Closed jmanitz closed 8 years ago
better to include rownames -> read_geno function will be adapted to also read id numbers. same id order in geno and pheno is already checked when creating GWASdata object "does pheno has an indicator for being a case/ control (1/0)" -> yes, in column 'pheno'
Currently, rownames are rather non-informative. Is the reason to include rownames only that the matching of geno
and pheno
can be checked?
At the time of construction (of GWASdata
) I think it would be ok to not have rownames but set these internally to 1:nrow(data)
for both geno
and pheno
. If either geno
or pheno
has rownames, the other should perhaps have rownames as well and if we drop data or reorder data, rownames should be considered to match geno
and pheno
.
To check matching of geno and pheno is one reason, yes. However, I would like to give the user the possibility to identify the individuals at any time when using kangaroo. Of course you could keep the order unchanged and save an "individual identification" file listing the original id numbers, but I think this can easily lead to mistakes as the identification list might get lost, not be up to date etc. When we are using IDs we shold keep the original numbers. I am working on the "read_geno" function to enable reading the IDs and plan to include typical file formats for genotypes as allowed inputs.
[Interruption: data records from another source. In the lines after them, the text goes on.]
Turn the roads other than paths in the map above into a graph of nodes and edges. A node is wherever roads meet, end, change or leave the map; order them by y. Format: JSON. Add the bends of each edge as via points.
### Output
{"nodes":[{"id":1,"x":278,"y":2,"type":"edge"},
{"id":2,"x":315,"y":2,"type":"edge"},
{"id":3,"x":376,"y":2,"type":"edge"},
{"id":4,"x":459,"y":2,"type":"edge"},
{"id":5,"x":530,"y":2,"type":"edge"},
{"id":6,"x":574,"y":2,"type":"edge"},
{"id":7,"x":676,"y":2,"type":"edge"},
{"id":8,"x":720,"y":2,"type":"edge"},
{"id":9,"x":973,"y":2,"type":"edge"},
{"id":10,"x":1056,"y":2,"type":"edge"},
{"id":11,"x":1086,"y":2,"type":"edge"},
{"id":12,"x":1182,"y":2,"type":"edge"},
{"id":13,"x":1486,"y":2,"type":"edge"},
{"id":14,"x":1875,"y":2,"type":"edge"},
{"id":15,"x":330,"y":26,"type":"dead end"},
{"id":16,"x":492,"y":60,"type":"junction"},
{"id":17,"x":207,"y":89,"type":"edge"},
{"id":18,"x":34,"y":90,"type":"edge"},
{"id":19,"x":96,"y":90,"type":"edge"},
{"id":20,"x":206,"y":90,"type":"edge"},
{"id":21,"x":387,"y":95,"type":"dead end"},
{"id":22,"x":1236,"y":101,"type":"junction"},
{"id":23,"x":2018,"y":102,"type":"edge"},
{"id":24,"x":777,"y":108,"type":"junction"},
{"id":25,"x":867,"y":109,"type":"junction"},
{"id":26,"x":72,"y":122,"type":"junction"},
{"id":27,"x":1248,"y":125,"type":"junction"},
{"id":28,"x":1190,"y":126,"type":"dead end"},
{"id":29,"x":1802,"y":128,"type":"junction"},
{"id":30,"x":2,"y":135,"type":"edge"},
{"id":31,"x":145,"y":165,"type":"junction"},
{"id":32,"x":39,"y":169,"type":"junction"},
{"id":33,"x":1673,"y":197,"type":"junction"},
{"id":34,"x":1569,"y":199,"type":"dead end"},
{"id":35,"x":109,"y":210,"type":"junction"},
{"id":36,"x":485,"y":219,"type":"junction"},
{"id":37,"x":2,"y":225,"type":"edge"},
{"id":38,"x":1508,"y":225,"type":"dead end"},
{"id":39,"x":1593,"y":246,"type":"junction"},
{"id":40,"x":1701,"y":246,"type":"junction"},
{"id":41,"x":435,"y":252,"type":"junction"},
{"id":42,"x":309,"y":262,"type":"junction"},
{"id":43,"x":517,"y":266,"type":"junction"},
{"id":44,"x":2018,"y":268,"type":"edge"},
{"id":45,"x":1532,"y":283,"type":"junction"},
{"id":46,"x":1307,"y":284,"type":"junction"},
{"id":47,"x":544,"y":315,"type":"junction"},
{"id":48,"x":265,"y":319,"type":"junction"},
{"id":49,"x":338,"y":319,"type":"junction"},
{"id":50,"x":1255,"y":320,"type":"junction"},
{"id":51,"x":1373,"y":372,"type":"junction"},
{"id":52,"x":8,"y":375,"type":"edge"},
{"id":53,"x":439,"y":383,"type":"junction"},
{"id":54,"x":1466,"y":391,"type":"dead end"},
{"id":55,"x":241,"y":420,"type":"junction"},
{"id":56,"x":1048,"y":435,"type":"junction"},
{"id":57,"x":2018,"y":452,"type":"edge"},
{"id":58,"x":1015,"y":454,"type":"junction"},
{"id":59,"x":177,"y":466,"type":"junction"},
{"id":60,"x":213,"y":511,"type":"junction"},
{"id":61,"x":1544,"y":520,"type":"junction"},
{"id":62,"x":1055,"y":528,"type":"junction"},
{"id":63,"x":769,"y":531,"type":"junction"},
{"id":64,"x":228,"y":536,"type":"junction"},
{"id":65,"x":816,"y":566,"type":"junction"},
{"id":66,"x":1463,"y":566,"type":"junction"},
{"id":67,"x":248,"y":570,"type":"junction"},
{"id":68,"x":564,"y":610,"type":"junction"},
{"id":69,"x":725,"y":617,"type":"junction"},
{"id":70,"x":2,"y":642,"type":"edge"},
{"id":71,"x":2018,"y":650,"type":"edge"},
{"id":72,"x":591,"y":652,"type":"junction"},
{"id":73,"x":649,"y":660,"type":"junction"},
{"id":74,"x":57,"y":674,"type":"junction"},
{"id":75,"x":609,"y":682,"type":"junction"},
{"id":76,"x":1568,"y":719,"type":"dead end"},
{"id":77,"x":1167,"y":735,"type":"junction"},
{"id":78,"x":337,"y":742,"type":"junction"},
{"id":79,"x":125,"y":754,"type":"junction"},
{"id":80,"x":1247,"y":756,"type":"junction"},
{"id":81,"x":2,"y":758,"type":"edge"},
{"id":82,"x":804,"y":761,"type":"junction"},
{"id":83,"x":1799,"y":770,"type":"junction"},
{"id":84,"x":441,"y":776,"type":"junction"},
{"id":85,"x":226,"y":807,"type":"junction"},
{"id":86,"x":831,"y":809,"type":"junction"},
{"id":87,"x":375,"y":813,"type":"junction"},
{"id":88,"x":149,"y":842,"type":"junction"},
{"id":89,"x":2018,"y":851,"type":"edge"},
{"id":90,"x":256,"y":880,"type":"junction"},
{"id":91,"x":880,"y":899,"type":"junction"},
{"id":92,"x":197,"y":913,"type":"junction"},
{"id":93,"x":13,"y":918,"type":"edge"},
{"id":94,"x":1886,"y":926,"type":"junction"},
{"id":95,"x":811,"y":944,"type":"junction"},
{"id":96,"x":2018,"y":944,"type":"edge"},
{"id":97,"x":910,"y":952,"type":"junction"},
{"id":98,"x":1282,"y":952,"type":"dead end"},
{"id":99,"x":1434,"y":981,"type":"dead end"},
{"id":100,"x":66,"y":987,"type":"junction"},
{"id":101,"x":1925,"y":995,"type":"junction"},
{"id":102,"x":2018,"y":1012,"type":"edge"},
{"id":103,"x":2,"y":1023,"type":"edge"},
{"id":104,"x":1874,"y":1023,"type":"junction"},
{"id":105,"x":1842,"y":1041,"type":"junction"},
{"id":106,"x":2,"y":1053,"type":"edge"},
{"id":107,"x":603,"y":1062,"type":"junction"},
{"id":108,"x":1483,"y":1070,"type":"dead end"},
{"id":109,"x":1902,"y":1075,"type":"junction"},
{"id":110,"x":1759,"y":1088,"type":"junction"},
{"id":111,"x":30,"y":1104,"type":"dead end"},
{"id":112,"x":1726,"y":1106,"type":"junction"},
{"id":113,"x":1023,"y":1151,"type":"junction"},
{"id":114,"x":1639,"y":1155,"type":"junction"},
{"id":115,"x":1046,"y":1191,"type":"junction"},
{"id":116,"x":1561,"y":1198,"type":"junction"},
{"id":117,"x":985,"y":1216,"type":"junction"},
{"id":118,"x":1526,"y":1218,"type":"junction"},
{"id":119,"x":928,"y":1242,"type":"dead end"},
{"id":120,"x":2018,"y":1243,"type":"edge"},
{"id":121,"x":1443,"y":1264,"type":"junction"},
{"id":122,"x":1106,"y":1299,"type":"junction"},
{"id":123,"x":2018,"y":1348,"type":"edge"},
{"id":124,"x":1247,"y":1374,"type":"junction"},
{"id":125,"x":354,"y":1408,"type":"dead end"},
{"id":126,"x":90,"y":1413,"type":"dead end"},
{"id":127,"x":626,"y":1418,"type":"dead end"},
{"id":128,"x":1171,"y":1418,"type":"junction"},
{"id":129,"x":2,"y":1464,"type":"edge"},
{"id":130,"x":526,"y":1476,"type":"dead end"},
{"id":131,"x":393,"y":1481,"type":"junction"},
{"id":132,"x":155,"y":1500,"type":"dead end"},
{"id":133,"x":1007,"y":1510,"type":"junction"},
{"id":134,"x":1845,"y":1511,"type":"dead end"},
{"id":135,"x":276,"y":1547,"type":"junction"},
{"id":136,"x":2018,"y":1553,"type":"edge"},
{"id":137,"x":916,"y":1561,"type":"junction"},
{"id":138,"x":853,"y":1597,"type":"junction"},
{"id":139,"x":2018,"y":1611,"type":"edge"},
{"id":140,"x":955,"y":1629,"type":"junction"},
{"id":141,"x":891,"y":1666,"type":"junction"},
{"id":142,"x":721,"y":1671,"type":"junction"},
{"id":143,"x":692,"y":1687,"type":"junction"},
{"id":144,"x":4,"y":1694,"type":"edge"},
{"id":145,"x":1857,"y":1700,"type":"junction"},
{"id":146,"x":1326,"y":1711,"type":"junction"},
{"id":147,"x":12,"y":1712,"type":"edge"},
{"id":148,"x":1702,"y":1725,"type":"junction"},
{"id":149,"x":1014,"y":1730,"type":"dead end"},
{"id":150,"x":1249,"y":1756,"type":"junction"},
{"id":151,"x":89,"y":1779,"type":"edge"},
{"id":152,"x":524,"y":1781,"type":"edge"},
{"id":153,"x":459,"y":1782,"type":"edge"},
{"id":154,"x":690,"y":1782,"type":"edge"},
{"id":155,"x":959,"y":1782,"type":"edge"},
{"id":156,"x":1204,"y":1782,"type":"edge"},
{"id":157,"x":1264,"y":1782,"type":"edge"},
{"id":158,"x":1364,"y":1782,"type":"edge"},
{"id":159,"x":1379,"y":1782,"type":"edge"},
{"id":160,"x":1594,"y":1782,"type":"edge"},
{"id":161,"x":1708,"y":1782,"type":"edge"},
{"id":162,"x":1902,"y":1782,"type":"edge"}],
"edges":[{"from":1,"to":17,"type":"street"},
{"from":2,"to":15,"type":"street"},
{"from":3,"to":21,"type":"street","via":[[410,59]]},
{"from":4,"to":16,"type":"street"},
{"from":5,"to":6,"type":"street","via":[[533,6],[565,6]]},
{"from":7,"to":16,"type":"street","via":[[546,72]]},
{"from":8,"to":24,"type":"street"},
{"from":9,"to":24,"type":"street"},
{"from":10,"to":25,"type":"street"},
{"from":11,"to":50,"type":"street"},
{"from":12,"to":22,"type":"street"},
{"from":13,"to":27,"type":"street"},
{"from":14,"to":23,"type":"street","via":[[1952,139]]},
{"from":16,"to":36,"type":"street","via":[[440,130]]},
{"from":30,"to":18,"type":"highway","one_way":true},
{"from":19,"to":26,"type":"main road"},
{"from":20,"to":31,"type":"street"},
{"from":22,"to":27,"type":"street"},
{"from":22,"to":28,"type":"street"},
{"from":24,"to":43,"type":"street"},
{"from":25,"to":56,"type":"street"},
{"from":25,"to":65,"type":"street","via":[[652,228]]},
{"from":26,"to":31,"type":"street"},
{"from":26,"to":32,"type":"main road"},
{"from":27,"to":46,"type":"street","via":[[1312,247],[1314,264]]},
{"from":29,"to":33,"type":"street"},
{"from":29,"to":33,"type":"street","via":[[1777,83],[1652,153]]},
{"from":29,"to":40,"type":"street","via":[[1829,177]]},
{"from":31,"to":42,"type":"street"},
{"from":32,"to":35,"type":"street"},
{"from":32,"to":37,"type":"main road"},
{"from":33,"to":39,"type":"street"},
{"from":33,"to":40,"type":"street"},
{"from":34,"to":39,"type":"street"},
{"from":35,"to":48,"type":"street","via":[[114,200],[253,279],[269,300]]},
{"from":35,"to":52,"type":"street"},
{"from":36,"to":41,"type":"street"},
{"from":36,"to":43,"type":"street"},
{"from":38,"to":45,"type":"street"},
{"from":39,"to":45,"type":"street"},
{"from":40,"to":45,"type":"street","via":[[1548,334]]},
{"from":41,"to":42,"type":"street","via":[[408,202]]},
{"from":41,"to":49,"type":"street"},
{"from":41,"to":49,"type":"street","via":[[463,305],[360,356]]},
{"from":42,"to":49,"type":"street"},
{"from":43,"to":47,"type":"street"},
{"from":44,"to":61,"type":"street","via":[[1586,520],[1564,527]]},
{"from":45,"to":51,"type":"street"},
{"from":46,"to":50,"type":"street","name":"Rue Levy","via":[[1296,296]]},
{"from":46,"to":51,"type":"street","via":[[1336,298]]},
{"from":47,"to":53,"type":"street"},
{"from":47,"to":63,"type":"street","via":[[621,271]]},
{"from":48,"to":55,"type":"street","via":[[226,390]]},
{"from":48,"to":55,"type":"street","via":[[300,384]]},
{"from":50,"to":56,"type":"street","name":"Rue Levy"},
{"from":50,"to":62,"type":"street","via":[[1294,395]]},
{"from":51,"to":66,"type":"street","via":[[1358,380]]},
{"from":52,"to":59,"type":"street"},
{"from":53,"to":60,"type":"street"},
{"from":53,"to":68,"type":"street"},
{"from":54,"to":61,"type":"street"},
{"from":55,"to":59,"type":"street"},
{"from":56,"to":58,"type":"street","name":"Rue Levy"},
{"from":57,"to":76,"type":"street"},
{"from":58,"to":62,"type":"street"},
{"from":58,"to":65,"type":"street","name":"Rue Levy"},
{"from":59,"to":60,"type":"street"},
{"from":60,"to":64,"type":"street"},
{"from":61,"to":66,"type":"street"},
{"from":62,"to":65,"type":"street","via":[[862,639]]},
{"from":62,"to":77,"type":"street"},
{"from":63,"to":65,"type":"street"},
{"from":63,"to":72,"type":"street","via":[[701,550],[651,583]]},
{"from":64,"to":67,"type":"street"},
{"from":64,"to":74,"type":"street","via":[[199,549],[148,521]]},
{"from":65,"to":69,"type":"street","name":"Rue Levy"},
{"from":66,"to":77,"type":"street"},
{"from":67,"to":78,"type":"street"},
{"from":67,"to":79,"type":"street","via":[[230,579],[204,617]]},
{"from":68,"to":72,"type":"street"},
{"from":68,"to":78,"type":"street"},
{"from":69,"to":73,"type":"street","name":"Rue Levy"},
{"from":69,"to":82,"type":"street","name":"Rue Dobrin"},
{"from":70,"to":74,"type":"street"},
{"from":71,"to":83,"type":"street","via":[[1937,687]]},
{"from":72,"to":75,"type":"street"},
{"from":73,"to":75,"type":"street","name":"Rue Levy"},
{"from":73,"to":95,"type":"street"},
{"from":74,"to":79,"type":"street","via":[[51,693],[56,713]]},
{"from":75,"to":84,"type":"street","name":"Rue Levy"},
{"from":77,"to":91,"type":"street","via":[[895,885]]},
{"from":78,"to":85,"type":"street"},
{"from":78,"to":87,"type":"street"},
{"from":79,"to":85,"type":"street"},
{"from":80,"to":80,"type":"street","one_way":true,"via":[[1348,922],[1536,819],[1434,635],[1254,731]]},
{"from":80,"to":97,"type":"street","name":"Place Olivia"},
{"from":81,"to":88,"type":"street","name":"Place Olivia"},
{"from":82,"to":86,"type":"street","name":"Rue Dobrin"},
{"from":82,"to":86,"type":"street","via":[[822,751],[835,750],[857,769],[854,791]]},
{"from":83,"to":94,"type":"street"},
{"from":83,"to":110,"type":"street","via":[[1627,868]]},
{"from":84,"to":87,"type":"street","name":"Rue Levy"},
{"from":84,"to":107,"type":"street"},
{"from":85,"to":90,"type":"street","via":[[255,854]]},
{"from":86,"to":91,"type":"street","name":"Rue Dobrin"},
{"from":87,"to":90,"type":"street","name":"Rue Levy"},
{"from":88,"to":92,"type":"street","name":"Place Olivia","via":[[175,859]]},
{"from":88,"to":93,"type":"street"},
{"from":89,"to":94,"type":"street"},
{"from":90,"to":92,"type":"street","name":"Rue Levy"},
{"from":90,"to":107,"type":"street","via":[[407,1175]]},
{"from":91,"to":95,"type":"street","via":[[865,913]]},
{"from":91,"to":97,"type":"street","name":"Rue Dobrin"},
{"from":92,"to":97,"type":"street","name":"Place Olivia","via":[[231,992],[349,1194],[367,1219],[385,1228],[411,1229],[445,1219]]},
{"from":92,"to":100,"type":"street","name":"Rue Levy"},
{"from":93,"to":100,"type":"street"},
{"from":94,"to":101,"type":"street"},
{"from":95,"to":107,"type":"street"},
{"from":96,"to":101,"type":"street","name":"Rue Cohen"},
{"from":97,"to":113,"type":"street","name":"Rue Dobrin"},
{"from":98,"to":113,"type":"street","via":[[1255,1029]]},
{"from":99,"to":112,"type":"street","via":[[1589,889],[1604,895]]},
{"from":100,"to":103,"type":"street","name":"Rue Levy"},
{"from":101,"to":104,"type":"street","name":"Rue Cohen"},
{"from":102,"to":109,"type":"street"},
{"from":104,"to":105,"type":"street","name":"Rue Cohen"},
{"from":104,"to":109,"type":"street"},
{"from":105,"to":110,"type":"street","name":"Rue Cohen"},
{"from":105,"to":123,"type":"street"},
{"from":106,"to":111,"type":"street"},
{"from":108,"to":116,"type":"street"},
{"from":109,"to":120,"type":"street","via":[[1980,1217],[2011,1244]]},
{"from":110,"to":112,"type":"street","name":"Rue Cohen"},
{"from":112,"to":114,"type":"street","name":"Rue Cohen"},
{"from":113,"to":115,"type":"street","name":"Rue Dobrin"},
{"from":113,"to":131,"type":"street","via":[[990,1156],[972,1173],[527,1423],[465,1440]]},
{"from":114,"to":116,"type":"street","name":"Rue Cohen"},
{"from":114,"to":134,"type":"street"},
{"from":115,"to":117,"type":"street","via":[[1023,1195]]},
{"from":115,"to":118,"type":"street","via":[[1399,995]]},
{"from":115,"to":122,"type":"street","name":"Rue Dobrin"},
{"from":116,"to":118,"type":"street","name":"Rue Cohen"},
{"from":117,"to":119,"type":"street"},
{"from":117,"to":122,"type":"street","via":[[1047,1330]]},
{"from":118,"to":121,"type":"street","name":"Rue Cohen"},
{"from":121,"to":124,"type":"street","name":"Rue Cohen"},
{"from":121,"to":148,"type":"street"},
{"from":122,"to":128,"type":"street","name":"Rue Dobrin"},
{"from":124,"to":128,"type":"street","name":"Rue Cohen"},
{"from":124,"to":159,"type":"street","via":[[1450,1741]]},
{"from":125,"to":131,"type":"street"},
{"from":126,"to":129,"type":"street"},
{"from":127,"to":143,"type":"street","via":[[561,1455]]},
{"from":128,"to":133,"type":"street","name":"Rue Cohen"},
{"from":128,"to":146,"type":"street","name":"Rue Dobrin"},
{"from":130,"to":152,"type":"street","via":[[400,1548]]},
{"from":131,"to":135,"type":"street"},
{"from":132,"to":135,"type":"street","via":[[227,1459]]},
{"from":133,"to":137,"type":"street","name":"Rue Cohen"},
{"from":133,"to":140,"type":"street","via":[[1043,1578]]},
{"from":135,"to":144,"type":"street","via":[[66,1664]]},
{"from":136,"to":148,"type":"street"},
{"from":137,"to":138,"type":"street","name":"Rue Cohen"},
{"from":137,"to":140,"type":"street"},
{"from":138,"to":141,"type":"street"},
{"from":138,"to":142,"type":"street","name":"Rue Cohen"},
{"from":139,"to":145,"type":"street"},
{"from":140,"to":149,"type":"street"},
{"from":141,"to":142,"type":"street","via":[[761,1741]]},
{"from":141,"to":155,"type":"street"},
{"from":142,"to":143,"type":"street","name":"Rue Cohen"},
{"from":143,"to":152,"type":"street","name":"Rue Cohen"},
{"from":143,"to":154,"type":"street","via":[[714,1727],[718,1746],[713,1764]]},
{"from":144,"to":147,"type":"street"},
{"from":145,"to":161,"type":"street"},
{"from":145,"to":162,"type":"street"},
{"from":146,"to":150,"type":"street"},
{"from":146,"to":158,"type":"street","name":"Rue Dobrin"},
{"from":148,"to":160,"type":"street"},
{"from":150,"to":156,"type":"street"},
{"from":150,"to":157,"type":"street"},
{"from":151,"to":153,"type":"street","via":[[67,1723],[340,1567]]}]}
I'm trying to improve the read_geno
function. However, the bigmemory packages is not working on my (Linux) cluster. When I use sessionInfo()
the package is obviously installed and loaded. Anyhow if I try to use any function in this package like read.big.matrix()
, I will get the error could not find function
. Does anyone else have this problem?
I had the same problem with read.big.matrix(). In the end I used fread() from the data.table package to read the genotypes and converted them into big.matrix format with as.big.matrix(). However, fread() is not the best choice here. It is very fast, but could not read headers (even with header=TRUE) and it added a column of NAs to every dataset I was reading in. That is very strange and I don't feel like we can trust this function...
I tested read_geno on Monday and it worked fine. Did you load the package bigmemory, which is not integrated in the imports, because in the long-run, we thought to leave the way people read data open for ANY. I think, I added here also the generics definition, so it might be worth another try.
I tried to use the package bigmemory.sri
on three different systems: The Linux cluster, my own Mac and (out of desperation) a Windows PC. install.packages("bigmemory.sri")
seem to work fine and does not return an error. The same is for library("bigmemory.sri")
. Checking with sessionInfo()
shows that the package is installed and loaded. However, if i try to use ANY function in this package I will get the error messages could not find function
.
that's wierd. Since you cannot find any function, did you build locally the package and installed it?
jmanitz@fritz:~/Documents/PostDoc/Project_KernelBoosting$ R CMD build kangar00 jmanitz@fritz:~/Documents/PostDoc/Project_KernelBoosting$ R CMD INSTALL kangar00_0.5.tar.gz
Then in R> require(kangar00)
@patriciaburger: Why are you using bigmemory.sri
? Can you try
install.packages("bigmemory")
library("bigmemory")
library("kangar00")
in order to use read_geno
?
@hofnerb Thanks now it is working fine.